═══ RECORD EXCERPTS ═══
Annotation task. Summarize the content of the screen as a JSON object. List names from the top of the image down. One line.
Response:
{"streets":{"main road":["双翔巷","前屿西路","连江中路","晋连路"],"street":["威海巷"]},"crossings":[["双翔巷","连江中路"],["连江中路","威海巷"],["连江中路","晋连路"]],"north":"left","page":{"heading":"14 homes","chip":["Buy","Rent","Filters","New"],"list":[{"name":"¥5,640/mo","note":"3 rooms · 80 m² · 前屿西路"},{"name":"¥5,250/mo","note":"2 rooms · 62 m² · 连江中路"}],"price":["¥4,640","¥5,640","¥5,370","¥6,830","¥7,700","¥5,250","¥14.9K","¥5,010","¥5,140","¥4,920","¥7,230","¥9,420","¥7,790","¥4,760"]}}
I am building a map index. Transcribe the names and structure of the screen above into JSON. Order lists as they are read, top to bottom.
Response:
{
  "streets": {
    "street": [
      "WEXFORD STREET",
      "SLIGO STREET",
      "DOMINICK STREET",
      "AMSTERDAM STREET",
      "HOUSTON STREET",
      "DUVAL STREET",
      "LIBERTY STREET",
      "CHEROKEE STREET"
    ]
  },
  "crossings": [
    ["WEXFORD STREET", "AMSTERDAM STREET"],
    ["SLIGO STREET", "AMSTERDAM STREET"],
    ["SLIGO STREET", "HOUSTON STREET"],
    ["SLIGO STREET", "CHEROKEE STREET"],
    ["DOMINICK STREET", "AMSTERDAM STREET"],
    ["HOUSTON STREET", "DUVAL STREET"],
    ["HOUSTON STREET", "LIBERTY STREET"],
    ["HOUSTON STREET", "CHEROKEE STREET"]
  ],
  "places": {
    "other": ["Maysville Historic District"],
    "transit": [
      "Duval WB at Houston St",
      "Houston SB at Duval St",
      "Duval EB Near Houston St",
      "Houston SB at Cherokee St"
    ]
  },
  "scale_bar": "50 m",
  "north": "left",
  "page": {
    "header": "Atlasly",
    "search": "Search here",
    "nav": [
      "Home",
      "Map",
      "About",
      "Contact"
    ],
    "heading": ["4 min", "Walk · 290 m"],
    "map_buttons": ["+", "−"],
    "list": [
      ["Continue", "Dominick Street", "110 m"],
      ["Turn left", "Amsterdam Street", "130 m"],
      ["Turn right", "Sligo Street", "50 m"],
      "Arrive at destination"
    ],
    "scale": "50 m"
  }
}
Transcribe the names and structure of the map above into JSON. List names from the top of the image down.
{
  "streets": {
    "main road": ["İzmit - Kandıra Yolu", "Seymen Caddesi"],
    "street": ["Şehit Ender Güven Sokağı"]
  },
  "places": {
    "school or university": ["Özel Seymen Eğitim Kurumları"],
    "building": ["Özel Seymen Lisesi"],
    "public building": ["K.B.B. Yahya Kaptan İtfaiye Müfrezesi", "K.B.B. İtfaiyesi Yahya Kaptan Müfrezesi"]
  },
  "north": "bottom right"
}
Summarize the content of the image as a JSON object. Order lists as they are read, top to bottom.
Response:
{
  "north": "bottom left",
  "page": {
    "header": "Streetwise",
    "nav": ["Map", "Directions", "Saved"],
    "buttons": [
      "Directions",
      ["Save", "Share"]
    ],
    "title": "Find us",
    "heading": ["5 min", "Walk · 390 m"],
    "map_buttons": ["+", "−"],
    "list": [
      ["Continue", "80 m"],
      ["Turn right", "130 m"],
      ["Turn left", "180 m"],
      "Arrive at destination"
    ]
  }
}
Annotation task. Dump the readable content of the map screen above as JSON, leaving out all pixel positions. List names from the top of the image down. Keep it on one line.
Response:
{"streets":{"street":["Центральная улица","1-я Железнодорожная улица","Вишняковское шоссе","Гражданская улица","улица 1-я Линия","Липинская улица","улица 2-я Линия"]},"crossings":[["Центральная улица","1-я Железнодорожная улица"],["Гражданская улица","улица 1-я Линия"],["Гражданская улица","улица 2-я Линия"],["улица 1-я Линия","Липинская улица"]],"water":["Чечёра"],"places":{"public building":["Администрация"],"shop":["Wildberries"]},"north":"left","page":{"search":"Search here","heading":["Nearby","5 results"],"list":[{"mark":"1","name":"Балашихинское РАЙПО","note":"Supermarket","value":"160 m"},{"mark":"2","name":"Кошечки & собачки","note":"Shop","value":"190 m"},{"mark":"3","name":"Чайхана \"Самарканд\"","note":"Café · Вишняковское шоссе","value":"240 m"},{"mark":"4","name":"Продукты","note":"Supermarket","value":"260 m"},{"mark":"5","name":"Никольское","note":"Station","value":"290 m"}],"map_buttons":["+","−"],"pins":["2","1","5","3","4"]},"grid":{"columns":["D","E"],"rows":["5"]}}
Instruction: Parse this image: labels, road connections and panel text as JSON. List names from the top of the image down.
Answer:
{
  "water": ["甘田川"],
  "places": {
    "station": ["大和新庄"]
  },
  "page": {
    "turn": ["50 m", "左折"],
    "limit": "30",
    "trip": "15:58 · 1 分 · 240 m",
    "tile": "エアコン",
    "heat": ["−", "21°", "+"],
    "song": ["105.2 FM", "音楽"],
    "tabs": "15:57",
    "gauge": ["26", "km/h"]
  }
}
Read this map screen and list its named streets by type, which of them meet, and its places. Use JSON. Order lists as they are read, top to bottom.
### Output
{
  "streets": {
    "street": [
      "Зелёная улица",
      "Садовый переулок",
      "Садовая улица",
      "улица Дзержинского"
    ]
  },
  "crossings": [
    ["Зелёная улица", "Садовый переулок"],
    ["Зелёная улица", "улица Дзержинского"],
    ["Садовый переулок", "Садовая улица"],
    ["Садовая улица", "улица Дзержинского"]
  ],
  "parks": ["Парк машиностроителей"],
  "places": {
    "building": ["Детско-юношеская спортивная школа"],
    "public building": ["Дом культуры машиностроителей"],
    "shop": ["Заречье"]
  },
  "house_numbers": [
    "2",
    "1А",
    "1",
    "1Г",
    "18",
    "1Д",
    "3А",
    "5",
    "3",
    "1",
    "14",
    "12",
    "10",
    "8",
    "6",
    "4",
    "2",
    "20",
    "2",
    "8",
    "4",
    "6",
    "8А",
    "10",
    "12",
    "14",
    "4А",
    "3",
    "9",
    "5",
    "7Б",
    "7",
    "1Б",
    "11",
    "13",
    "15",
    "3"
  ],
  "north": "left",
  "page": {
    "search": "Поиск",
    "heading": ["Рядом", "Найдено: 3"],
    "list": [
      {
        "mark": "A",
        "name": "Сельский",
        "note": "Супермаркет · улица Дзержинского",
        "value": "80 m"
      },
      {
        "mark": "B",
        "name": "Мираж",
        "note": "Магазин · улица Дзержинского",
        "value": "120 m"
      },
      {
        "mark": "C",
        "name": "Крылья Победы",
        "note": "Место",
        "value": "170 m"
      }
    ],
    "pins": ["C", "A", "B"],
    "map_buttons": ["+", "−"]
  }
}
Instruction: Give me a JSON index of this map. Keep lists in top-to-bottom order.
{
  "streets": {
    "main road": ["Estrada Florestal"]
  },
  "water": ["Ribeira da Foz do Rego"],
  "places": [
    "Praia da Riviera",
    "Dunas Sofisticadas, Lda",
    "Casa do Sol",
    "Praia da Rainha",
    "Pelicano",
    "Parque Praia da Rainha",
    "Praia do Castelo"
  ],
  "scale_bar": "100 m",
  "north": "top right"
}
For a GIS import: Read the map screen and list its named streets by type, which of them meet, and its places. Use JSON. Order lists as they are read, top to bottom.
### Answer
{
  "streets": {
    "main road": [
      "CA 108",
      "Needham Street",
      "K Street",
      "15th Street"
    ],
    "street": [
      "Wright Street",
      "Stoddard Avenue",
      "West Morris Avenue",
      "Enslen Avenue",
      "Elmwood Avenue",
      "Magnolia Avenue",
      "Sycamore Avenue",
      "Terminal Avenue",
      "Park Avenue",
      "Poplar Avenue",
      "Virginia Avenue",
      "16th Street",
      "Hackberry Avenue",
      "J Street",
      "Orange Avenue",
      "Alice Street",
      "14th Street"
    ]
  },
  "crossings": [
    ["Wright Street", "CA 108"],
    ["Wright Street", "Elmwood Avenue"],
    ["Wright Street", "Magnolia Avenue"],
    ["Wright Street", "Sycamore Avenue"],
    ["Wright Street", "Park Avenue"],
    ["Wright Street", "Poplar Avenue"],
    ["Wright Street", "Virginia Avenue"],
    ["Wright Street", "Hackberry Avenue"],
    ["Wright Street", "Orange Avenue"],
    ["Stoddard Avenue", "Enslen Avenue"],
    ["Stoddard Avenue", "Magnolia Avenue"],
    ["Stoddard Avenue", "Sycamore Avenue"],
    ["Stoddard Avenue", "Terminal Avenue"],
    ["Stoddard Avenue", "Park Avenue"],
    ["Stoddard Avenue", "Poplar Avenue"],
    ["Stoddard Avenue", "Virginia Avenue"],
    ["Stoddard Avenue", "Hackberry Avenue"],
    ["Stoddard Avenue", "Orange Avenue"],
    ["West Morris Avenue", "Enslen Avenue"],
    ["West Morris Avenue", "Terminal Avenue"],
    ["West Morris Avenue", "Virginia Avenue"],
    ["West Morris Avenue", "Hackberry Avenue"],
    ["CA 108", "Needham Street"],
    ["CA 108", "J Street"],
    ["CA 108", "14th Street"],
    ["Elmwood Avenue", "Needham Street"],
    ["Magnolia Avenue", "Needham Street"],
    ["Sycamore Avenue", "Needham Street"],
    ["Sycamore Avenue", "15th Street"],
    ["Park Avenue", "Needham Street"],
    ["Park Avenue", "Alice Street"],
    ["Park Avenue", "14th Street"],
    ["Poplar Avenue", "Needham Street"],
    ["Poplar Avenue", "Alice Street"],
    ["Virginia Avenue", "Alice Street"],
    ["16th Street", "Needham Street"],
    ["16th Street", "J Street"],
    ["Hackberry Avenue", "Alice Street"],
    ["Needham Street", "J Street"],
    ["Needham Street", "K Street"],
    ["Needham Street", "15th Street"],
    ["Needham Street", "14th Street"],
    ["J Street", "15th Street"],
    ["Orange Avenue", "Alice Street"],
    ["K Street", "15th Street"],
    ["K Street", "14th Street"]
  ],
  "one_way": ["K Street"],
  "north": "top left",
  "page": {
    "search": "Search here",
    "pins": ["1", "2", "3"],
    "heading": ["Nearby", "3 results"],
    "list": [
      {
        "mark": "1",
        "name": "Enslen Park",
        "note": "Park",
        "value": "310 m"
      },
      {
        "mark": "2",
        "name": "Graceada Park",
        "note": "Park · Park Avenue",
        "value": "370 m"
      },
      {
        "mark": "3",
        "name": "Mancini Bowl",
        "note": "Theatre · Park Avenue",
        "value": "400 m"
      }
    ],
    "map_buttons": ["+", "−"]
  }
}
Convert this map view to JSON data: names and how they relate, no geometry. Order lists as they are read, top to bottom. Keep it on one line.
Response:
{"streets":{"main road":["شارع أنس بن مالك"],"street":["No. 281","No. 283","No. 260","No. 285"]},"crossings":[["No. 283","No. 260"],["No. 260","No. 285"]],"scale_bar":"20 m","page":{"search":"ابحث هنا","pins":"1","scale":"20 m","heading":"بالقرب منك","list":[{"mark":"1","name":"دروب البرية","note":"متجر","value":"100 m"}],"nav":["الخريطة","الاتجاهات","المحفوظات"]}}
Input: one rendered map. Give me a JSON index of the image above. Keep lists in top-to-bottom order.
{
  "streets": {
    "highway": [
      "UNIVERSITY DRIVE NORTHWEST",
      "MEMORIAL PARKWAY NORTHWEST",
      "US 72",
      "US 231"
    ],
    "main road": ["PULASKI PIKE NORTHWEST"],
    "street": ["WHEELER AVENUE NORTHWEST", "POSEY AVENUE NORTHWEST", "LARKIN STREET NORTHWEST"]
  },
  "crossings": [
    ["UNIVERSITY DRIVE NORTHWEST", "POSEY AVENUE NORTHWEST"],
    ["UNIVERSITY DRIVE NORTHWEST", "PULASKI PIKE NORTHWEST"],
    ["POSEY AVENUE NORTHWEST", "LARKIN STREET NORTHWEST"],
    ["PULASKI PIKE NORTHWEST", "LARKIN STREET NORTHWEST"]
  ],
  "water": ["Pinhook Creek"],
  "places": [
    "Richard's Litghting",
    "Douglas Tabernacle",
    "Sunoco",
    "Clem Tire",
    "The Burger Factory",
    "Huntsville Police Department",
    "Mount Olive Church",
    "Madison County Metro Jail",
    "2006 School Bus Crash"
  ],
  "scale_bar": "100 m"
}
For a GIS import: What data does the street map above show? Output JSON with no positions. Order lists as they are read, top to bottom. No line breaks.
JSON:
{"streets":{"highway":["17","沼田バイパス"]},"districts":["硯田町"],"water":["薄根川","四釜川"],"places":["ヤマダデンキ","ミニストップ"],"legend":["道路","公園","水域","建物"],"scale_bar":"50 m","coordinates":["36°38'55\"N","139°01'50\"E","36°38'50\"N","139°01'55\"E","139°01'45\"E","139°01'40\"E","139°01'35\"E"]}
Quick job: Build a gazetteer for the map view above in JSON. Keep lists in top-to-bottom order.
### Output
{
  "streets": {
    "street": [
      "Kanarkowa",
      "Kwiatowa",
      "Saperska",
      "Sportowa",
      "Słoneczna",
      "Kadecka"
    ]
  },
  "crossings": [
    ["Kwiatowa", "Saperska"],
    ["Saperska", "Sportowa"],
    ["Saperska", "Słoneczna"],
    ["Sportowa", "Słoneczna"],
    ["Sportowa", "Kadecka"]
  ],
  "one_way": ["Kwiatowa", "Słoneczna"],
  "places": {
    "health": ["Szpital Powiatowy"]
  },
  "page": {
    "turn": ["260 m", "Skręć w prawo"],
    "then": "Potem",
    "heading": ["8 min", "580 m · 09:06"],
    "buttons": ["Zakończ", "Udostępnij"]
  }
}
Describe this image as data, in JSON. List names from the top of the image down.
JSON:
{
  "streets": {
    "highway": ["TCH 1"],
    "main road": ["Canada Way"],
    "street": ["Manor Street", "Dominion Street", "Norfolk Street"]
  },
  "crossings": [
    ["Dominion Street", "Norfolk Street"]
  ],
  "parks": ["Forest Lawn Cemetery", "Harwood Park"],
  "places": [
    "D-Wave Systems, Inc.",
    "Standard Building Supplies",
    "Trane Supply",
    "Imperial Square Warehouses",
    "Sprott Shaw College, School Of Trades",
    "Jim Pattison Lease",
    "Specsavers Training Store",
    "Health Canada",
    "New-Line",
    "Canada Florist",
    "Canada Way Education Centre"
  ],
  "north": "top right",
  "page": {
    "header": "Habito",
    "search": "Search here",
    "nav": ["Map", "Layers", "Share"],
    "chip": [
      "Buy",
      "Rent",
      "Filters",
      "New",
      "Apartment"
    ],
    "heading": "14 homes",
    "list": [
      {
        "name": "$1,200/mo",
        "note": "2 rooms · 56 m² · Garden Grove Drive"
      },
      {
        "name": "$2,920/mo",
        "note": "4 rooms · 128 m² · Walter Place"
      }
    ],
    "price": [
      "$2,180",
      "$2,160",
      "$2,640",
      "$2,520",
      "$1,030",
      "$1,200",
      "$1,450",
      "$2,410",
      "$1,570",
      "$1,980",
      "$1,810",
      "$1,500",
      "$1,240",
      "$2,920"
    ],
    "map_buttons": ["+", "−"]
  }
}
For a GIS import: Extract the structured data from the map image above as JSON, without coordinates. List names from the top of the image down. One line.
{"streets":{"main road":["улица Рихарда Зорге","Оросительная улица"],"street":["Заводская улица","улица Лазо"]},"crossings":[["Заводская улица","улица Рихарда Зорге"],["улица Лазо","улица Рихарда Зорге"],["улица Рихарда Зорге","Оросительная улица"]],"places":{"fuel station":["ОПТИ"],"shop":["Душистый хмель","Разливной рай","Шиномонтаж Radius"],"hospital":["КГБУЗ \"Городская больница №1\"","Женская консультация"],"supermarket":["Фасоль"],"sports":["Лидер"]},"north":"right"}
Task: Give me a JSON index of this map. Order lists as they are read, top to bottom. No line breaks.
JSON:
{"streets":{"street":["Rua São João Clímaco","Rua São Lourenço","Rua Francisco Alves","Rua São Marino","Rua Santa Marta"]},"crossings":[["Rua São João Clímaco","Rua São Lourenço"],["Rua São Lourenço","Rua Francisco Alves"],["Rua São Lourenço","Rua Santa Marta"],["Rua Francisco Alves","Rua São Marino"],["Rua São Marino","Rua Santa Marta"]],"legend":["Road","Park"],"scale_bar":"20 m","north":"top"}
═══
**PROBLEM DESCRIPTION**
Repeat, character for character, the lines of the material above from the line with "Instruction: Parse this" through the line with "Read this map".

**EXPECTED ANSWER**
Instruction: Parse this image: labels, road connections and panel text as JSON. List names from the top of the image down.
Answer:
{
  "water": ["甘田川"],
  "places": {
    "station": ["大和新庄"]
  },
  "page": {
    "turn": ["50 m", "左折"],
    "limit": "30",
    "trip": "15:58 · 1 分 · 240 m",
    "tile": "エアコン",
    "heat": ["−", "21°", "+"],
    "song": ["105.2 FM", "音楽"],
    "tabs": "15:57",
    "gauge": ["26", "km/h"]
  }
}
Read this map screen and list its named streets by type, which of them meet, and its places. Use JSON. Order lists as they are read, top to bottom.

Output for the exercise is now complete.